— Assignment —
Return every line of the records that includes the string "where".

— Excerpted records —
++++++++++

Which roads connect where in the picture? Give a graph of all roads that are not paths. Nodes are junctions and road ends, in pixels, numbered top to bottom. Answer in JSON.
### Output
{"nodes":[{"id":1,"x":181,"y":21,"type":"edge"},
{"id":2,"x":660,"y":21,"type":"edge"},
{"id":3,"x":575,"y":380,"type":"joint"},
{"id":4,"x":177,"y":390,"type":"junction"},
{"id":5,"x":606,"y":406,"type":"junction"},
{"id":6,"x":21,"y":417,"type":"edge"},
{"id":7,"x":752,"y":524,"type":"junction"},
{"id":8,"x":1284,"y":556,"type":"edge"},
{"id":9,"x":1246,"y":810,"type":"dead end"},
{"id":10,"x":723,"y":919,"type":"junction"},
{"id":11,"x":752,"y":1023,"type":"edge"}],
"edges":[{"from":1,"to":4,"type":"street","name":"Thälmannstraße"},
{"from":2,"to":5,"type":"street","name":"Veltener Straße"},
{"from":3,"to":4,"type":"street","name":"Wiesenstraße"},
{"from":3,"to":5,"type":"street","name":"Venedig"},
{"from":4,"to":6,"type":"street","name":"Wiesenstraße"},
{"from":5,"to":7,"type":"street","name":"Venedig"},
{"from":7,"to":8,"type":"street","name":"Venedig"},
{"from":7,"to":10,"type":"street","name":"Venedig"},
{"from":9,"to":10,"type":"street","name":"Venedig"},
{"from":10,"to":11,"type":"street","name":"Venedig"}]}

++++++++++

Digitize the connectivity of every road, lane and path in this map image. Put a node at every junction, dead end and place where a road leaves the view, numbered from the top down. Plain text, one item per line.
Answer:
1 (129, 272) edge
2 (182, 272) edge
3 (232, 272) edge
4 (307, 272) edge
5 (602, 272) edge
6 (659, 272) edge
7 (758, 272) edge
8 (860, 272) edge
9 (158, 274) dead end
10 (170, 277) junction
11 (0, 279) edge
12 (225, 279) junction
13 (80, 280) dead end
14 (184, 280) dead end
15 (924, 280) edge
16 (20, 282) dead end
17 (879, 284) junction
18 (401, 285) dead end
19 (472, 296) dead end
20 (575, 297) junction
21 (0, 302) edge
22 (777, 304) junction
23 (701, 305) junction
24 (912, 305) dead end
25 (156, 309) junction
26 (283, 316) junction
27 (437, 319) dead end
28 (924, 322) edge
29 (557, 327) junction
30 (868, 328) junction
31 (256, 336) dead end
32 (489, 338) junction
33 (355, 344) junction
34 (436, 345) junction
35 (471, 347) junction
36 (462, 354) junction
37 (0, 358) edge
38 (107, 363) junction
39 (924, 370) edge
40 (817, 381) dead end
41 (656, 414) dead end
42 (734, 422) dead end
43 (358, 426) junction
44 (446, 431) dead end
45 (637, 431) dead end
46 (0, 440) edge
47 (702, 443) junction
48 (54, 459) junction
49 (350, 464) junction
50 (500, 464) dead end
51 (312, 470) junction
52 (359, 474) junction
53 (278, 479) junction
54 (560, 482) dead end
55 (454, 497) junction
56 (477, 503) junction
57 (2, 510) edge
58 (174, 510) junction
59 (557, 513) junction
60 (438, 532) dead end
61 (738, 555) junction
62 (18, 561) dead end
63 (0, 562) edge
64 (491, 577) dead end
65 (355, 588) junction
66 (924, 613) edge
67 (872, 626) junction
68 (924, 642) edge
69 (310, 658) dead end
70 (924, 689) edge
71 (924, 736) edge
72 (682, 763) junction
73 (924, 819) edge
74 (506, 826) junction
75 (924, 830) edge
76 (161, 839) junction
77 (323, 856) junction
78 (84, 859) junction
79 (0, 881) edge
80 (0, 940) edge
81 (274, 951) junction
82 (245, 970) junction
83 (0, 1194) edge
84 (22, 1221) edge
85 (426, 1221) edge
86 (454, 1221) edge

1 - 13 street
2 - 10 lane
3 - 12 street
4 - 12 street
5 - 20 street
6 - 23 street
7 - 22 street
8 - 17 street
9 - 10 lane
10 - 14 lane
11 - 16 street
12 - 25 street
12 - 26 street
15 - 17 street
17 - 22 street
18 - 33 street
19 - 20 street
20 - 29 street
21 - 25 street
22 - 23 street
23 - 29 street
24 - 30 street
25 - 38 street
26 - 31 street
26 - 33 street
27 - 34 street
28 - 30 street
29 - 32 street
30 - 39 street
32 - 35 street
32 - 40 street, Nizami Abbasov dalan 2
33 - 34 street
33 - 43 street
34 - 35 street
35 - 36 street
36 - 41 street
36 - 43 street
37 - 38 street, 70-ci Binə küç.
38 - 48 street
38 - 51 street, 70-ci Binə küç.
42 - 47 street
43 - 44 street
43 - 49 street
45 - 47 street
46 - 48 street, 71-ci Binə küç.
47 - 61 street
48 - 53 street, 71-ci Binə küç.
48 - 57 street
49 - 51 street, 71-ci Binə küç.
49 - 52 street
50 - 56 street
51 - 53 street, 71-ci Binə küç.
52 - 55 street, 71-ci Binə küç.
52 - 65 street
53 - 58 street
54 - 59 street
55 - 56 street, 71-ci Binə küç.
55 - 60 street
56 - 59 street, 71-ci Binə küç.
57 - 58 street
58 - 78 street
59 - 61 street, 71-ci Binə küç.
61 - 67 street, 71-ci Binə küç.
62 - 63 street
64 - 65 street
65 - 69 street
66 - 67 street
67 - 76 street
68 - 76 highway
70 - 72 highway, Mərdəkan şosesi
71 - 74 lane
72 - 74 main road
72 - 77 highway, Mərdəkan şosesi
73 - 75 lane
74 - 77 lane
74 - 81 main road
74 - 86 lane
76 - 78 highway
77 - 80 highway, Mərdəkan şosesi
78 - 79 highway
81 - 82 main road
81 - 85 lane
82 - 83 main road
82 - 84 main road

++++++++++

— Answer space —
Which roads connect where in the picture? Give a graph of all roads that are not paths. Nodes are junctions and road ends, in pixels, numbered top to bottom. Answer in JSON.
Digitize the connectivity of every road, lane and path in this map image. Put a node at every junction, dead end and place where a road leaves the view, numbered from the top down. Plain text, one item per line.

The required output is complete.